Além disto, uma outra estratégia, que visa integrar a conservação da água no manejo de florestas plantadas, passa, também, pelo planejamento deliberado da ocupação dos espaços produtivos da paisagem pelas mesmas, respeitando as áreas de nítida vocação de proteção da água, como são as cabeceiras de drenagem e as áreas ripárias das microbacias.

Aqui é sempre importante ter em conta que, na natureza, a localização destas áreas ripárias das microbacias não coincide, necessariamente, com o que a lei define como “área de preservação permanente”. Ou seja, respeitar a lei já é um passo, mas não constitui estratégia suficiente para a conservação da água. Pela mesma razão, apenas restaurar as matas ciliares não vai tampouco resolver o problema.

E uma terceira estratégia é o monitoramento hidrológico, através de critérios adequados, visando obter informações experimentais para realimentar as práticas de manejo, objetivando sua melhoria contínua, que é, no fundo, o interesse de todos. Esse é, afinal, o espírito do conceito de manejo sustentável. O que é preciso, portanto, é o seguinte: primeiro, que as políticas de uso do solo e da conservação dos recursos hídricos evolua da condição de olhar apenas a jusante, para a condição de olhar também a montante, pois é ali que estão os problemas da degradação hidrológica.

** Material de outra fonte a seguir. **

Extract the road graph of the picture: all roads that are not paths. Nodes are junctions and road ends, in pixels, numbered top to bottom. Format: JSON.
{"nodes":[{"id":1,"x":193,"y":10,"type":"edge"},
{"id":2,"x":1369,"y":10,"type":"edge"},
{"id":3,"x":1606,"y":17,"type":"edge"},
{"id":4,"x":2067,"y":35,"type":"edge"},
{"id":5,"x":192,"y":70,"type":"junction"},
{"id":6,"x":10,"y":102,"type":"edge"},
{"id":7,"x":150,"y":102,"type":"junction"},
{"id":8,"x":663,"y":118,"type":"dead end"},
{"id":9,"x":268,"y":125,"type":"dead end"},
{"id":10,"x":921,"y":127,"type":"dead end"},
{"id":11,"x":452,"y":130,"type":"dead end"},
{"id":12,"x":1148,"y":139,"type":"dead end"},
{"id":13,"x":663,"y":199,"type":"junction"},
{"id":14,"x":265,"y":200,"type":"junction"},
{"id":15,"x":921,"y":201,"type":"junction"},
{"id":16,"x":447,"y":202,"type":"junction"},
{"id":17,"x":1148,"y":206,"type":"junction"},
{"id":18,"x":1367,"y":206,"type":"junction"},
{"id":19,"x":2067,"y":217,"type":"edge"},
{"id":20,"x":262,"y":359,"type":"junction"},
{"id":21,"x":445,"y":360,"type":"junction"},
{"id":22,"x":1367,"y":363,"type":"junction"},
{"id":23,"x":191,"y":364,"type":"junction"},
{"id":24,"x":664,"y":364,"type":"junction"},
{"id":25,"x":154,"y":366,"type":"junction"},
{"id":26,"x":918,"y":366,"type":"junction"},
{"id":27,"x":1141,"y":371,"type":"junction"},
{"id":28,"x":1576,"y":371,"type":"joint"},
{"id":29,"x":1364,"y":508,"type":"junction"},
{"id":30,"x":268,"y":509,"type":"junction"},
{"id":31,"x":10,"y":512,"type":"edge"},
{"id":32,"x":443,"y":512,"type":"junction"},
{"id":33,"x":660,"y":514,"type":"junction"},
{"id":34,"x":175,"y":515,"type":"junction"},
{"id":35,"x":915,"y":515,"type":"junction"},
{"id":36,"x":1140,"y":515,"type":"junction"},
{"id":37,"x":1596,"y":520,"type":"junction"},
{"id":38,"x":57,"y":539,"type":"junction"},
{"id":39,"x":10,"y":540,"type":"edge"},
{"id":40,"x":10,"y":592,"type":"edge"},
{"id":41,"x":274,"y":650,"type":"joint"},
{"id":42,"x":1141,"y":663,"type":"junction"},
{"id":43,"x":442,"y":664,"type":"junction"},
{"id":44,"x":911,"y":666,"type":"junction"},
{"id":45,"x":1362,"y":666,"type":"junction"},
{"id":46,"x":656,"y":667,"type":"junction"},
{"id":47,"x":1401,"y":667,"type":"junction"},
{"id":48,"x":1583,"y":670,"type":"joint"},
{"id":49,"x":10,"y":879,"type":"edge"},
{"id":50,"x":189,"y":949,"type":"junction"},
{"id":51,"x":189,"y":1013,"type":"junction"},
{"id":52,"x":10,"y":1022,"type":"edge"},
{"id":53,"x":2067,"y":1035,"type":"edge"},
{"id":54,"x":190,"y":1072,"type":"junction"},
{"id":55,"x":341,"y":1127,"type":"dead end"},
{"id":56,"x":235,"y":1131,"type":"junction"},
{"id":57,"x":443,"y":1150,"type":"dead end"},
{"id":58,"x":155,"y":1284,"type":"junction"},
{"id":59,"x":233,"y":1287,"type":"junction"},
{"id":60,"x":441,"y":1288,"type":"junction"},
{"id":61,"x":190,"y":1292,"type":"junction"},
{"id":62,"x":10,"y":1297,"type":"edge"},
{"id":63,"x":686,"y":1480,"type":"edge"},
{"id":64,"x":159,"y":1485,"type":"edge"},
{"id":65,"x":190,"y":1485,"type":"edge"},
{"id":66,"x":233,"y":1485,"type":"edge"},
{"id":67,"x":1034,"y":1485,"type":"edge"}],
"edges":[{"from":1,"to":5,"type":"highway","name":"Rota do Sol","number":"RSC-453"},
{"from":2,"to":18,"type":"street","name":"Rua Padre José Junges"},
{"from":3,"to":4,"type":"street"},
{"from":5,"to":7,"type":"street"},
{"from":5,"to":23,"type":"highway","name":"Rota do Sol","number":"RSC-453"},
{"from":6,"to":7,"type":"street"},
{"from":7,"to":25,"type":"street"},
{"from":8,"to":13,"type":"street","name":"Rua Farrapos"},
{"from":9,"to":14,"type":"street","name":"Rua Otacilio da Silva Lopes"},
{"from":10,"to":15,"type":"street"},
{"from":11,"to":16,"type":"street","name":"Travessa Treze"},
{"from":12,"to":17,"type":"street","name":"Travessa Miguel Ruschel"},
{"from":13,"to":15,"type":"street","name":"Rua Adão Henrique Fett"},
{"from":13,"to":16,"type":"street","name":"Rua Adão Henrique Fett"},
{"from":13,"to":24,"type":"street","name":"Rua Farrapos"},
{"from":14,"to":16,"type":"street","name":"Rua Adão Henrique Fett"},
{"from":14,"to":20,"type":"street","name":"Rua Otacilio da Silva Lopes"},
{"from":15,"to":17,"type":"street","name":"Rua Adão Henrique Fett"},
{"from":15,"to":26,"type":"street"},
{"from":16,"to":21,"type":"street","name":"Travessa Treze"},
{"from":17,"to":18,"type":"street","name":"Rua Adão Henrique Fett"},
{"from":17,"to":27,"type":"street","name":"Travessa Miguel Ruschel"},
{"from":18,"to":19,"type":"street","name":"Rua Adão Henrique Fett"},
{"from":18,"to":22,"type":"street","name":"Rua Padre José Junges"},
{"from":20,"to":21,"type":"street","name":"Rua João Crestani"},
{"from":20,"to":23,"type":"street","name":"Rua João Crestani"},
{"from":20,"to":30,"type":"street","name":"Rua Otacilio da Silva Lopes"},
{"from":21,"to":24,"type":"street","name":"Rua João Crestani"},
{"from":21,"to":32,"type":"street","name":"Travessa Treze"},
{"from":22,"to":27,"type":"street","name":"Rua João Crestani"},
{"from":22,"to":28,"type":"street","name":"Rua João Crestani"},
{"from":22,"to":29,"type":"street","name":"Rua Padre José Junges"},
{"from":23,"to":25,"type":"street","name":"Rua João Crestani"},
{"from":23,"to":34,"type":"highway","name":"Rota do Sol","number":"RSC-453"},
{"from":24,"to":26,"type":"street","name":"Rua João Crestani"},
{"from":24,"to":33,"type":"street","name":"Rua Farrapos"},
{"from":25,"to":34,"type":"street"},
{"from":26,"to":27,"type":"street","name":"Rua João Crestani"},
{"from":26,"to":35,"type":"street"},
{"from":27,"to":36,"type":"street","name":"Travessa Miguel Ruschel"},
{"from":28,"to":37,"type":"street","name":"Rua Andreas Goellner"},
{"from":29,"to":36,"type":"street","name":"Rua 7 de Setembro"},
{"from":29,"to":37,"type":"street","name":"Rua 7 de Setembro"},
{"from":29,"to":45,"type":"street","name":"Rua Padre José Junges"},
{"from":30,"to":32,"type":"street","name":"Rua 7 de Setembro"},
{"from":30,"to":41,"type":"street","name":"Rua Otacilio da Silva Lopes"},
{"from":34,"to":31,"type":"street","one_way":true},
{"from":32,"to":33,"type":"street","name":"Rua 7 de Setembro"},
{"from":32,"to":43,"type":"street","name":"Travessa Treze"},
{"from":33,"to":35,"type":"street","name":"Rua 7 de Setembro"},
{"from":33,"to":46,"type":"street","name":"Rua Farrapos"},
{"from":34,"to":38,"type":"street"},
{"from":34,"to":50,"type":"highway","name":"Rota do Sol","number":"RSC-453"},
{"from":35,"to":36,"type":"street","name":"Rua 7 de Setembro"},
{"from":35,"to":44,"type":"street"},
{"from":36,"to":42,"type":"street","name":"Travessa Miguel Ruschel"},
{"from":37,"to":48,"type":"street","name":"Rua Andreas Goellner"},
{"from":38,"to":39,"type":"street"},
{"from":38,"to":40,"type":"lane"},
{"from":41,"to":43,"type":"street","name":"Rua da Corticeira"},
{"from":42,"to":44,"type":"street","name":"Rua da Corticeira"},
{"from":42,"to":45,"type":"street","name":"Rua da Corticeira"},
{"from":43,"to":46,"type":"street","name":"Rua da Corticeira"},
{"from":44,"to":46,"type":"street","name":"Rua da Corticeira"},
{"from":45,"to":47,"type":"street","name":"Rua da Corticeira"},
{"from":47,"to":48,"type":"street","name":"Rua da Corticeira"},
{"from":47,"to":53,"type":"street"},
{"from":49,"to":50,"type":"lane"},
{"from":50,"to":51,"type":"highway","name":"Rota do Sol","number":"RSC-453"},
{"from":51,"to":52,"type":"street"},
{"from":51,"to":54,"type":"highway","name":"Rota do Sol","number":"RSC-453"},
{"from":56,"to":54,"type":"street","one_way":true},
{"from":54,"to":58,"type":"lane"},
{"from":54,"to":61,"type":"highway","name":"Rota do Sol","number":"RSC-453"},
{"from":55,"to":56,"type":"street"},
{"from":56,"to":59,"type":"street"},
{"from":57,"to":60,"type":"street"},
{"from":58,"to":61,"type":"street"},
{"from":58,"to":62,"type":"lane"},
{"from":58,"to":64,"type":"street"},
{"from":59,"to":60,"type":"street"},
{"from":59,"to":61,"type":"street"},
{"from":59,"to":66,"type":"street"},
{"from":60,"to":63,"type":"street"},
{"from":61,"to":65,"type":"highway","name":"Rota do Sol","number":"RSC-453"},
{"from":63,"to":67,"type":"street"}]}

Segundo, que o manejo das florestas plantadas, assim como o manejo agrícola e, enfim, o manejo dos recursos naturais em geral, leve em conta essas interações hidrológicas todas. E terceiro, que as pessoas bem intencionadas procurem, um dia, fazer uma comparação destes aspectos hidrológicos no meio rural.

Vão poder ver nascentes e riachos degradados, secos, em áreas onde nunca o eucalipto chegou. Poderão também enxergar que há, de modo geral, mais respeito para com a conservação das matas ciliares, nas áreas do setor florestal produtivo. E assim, quem sabe, cheguem à conclusão de que todos nós, afinal, temos uma parcela de culpa pela degradação dos nossos recursos hídricos. Em tempo, ao sair da cidade para esta vistoria, procurem também observar o que a urbanização fez com os nossos riachos e nascentes!